Small Effect Size Applet (David Lane)
This applet demonstrates that even a "small" effect can be important under some circumstances. Applicants from two groups apply for a job. The user manipulates the difference between groups on the variable on which selection is made and the cutoff for hiring. The effects on the proportion of hired applicants from each group are displayed.
Guessing Correlations Applet (Department of Statistics at University of Illinois)
Press the "New Plots" button. Four scatter plots should appear. Your job is to match the plots with the correlations at the bottom left. Choose which plot you think goes with each correlation, then press "Answers" to see the answers. To try again, press "New Plots."

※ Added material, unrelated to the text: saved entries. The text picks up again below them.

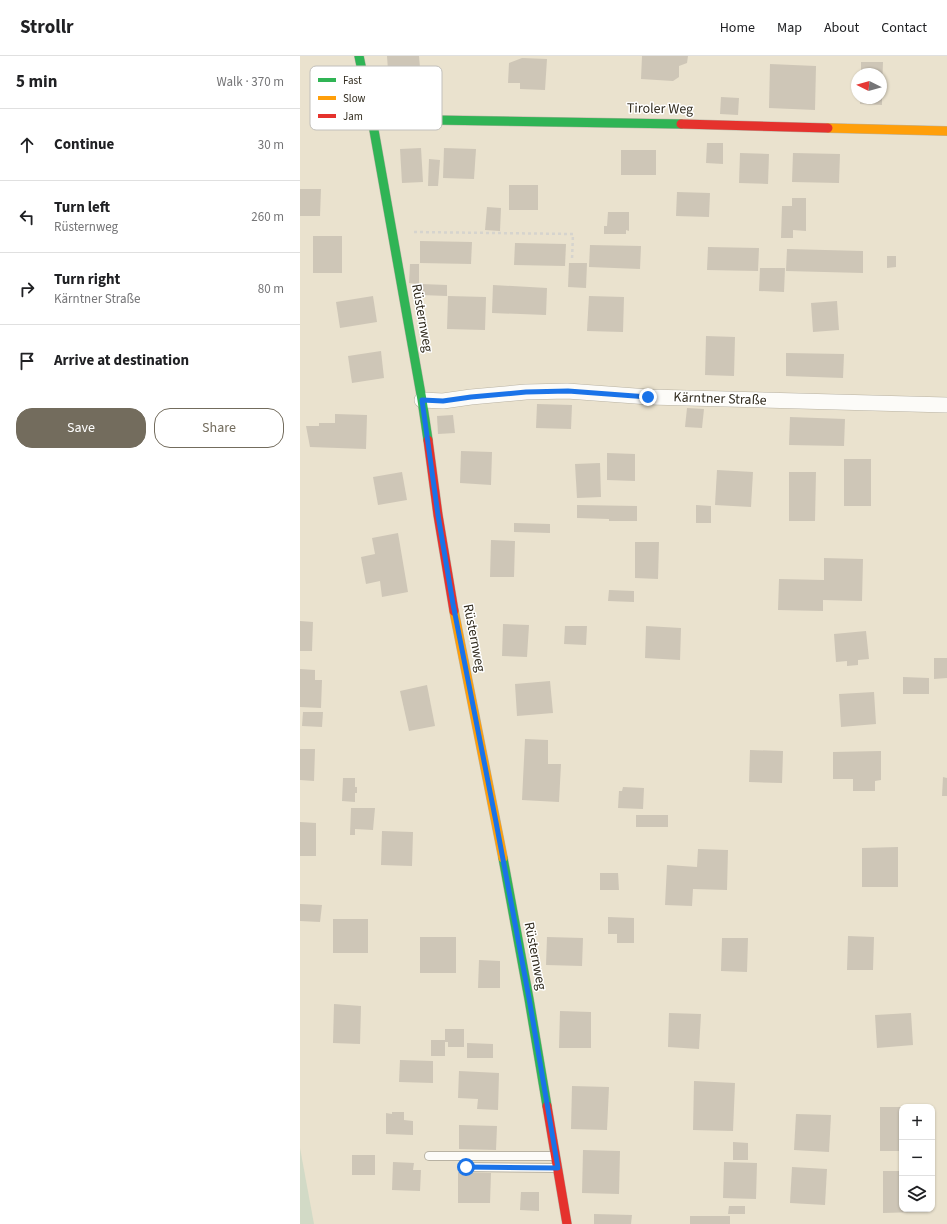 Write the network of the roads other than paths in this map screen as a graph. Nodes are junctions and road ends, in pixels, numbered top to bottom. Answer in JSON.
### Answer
{"nodes":[{"id":1,"x":359,"y":56,"type":"edge"},
{"id":2,"x":361,"y":66,"type":"edge"},
{"id":3,"x":442,"y":120,"type":"edge"},
{"id":4,"x":374,"y":130,"type":"edge"},
{"id":5,"x":947,"y":131,"type":"edge"},
{"id":6,"x":422,"y":400,"type":"junction"},
{"id":7,"x":947,"y":405,"type":"edge"},
{"id":8,"x":429,"y":1156,"type":"dead end"},
{"id":9,"x":556,"y":1156,"type":"junction"},
{"id":10,"x":466,"y":1167,"type":"dead end"},
{"id":11,"x":558,"y":1168,"type":"junction"},
{"id":12,"x":567,"y":1224,"type":"edge"}],
"edges":[{"from":1,"to":2,"type":"street","name":"Rüsternweg"},
{"from":3,"to":5,"type":"street","name":"Tiroler Weg"},
{"from":4,"to":6,"type":"street","name":"Rüsternweg"},
{"from":6,"to":7,"type":"street","name":"Kärntner Straße"},
{"from":6,"to":9,"type":"street","name":"Rüsternweg"},
{"from":8,"to":9,"type":"lane"},
{"from":9,"to":11,"type":"street","name":"Rüsternweg"},
{"from":10,"to":11,"type":"lane"},
{"from":11,"to":12,"type":"street","name":"Rüsternweg"}]} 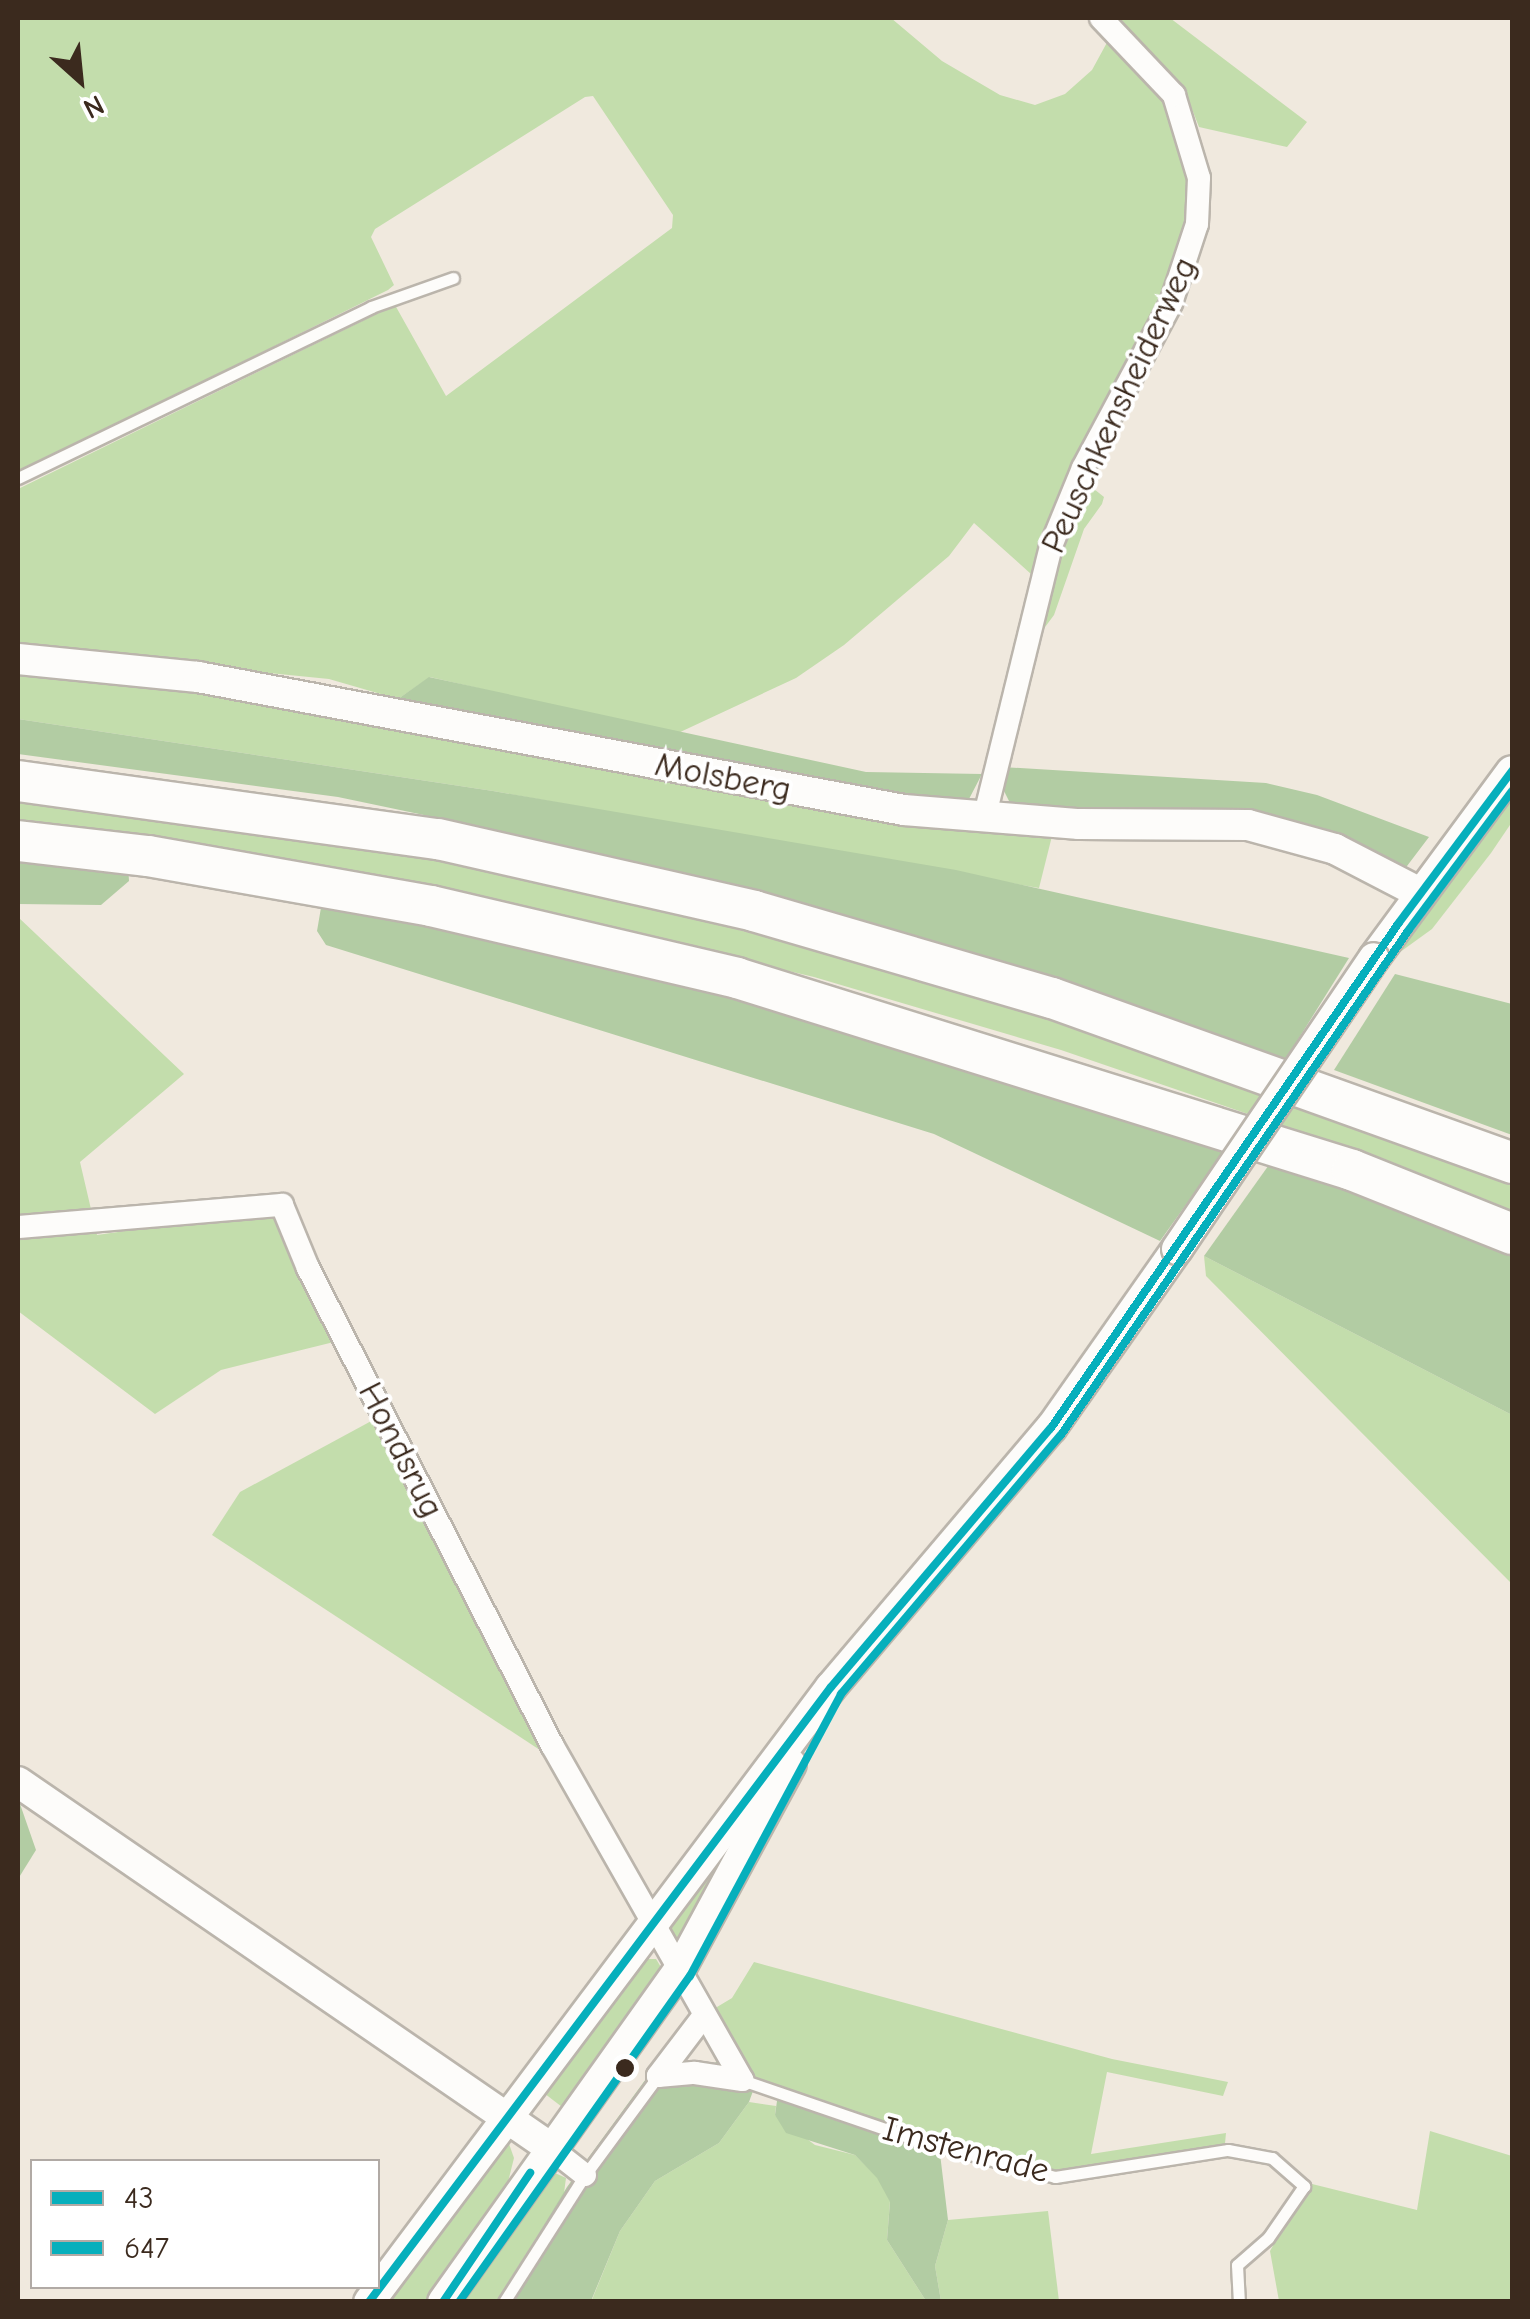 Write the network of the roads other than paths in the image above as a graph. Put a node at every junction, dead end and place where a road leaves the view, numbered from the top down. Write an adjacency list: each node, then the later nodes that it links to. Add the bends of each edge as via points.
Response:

Chisquare Applet (Department of Statistics at University of Illinois)
This applet lets you calculate the chisquare statistic for a simple table, then simulate the chisquare statistic to estimate the P-Value. Under the "Observed" and "Expected" columns, fill in the observed and expected counts for your data. When you have filled them in, press "OK". If everything is ok, the chisquare statistic from the data will appear at the bottom. You can then simulate the distribution of the chisquare statistic under the hypothesis that the data is multinomial with probabilities proportional to the expected counts. The buttons at the top allow you to choose how many simulations you wish to do. The estimated P-Value, i.e., the percentage of simulated chisquares that are greater than or equal to the chisquare obtained from the data, appears at the bottom. In addition, a histogram of the simulated chisquares, with the ones greater than or equal to the obtained one, are represented in green.
Put Points Applet (Department of Statistics at University of Illinois)

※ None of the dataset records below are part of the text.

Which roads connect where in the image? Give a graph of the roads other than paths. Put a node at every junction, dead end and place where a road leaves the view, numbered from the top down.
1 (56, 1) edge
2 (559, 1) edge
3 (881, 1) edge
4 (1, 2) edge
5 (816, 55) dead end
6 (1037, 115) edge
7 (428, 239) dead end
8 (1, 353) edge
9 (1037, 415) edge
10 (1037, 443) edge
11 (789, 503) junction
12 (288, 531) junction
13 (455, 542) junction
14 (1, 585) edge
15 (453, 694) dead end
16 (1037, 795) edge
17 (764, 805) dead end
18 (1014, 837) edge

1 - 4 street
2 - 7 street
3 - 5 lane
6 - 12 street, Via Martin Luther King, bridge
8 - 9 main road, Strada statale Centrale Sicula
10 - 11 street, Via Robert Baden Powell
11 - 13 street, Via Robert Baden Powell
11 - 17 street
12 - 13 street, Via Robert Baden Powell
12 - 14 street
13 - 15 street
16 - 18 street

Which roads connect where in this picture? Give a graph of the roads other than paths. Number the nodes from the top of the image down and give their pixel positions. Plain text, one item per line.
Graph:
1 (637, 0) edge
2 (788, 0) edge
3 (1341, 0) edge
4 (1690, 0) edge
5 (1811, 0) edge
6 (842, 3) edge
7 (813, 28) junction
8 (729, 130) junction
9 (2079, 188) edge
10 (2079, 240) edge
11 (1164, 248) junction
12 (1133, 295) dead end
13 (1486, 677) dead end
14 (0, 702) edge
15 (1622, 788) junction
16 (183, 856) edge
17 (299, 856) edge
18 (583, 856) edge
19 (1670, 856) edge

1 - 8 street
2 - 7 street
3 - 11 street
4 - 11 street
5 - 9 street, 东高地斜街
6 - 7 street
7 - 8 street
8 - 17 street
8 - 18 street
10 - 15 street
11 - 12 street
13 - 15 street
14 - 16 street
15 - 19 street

Use the mouse to put points in the blue area. After each point, the correlation coefficient and the regression equation will be calculated. To remove points, select the "Erase point" option, then click on the point you want removed. "Clear plot" will remove all the points; "Residuals" will pop up a scatter plot of X versus the residuals, as well as a histogram of the residuals. To add random points to the plot, press "Random points," after changing the number and correlation for the new points if you wish.
Box Models applet (Department of Statistics at University of Illinois)

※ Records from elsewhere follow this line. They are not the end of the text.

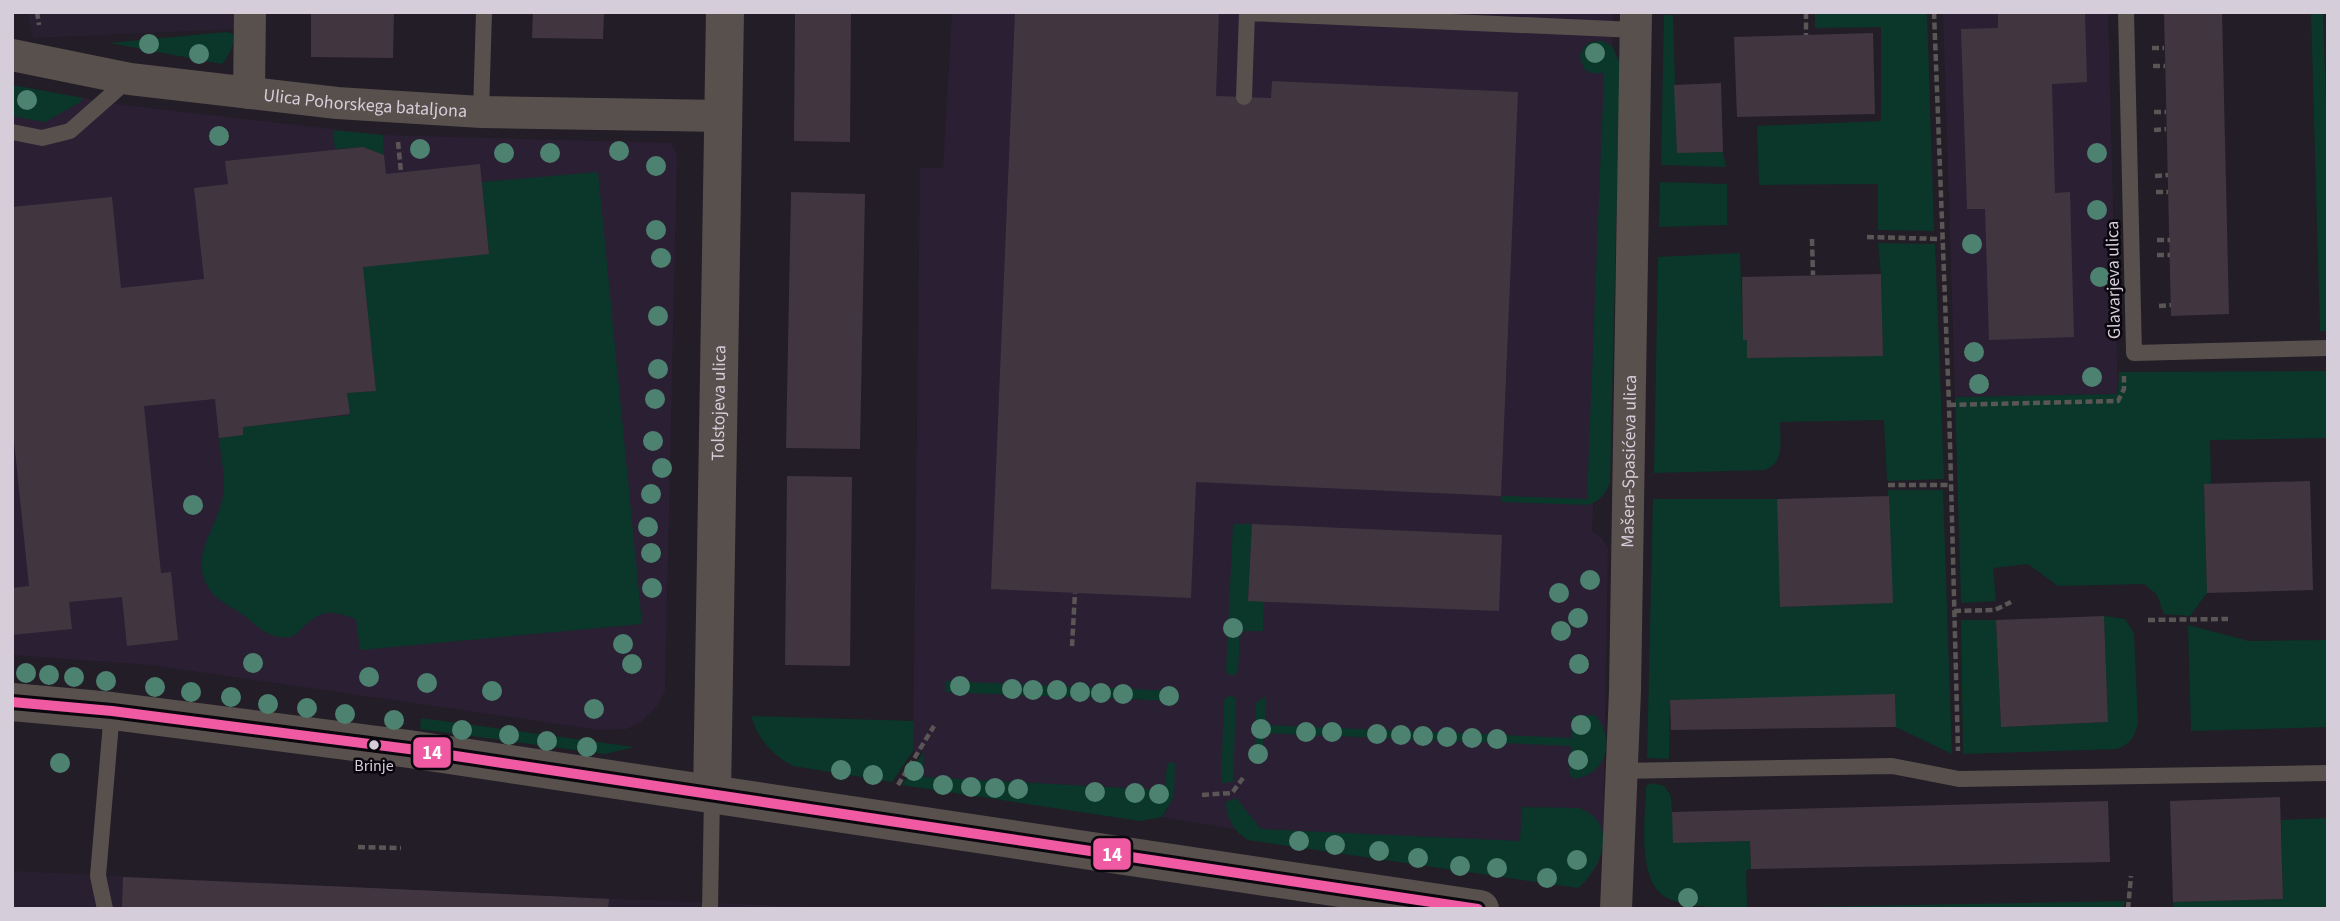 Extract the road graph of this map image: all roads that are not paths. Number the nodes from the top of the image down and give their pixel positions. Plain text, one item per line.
1 (250, 12) edge
2 (484, 12) edge
3 (724, 12) edge
4 (2126, 12) edge
5 (1636, 21) edge
6 (12, 55) edge
7 (130, 79) junction
8 (249, 93) junction
9 (1244, 96) dead end
10 (481, 112) junction
11 (723, 116) junction
12 (12, 132) edge
13 (2328, 348) edge
14 (12, 702) edge
15 (112, 711) junction
16 (1620, 771) junction
17 (2328, 773) edge
18 (712, 794) junction
19 (105, 909) edge
20 (710, 909) edge
21 (1480, 909) edge
22 (1616, 909) edge

1 - 8 street
2 - 10 lane
3 - 11 street, Tolstojeva ulica
4 - 13 lane, Glavarjeva ulica
5 - 9 lane
5 - 16 street, Mašera-Spasićeva ulica
6 - 7 street, Ulica Pohorskega bataljona
7 - 8 street, Ulica Pohorskega bataljona
7 - 12 lane
8 - 10 street, Ulica Pohorskega bataljona
10 - 11 street, Ulica Pohorskega bataljona
11 - 18 street, Tolstojeva ulica
14 - 15 street
15 - 18 street
15 - 19 lane
16 - 17 lane
16 - 22 street, Mašera-Spasićeva ulica
18 - 20 lane
18 - 21 street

This applet lets you perform some simple simulations using Box Models. The first task is to create a box model, which is a box containing a number of tickets with values. Choose "Choose the box" to pop up a window. You can either enter the values on the tickets, and the number of tickets with each value, directly, or choose "Named Distribution" from the "Type" menu to choose a familiar distribution. This applet works fine but may take more time to run than is practical for most of us.
The Data Applet (Department of Statistics at University of Illinois)
This applet allows you to do simple statistical analyses of data sets chosen from "Data and Story Library", "Statlib", and the "Journal of Statistical Education Data Archive". Again this runs fine but may be too slow to be practical for most of us.
Monty Hall problem (Department of Statistics at University of Illinois)
Let's Make a Deal: On the TV show of that name, contestants would often be confronted with three boxes, one of which contains the keys to a new car. After choosing one, Monty Hall (the host) opens one not chosen, and lo, it is empty. The contestant must then either keep the chosen box, or trade for the one left unopened. This applet l ets you make a choice a number of times and keeps track how you do.
Sample Distribution Applet (Craig Merrill)
Here is a Java applet that shows how sample means tend to the population mean as the sample size increases. The samples can be taken from the distributions Gaussian, Exponential and Uniform. The Probability Density Function (PDF) is overlaid on the sample histogram to show the expected shape of the sample distribution. Population data is shown in red and sample data in blue. The vertical lines show the population and current sample means.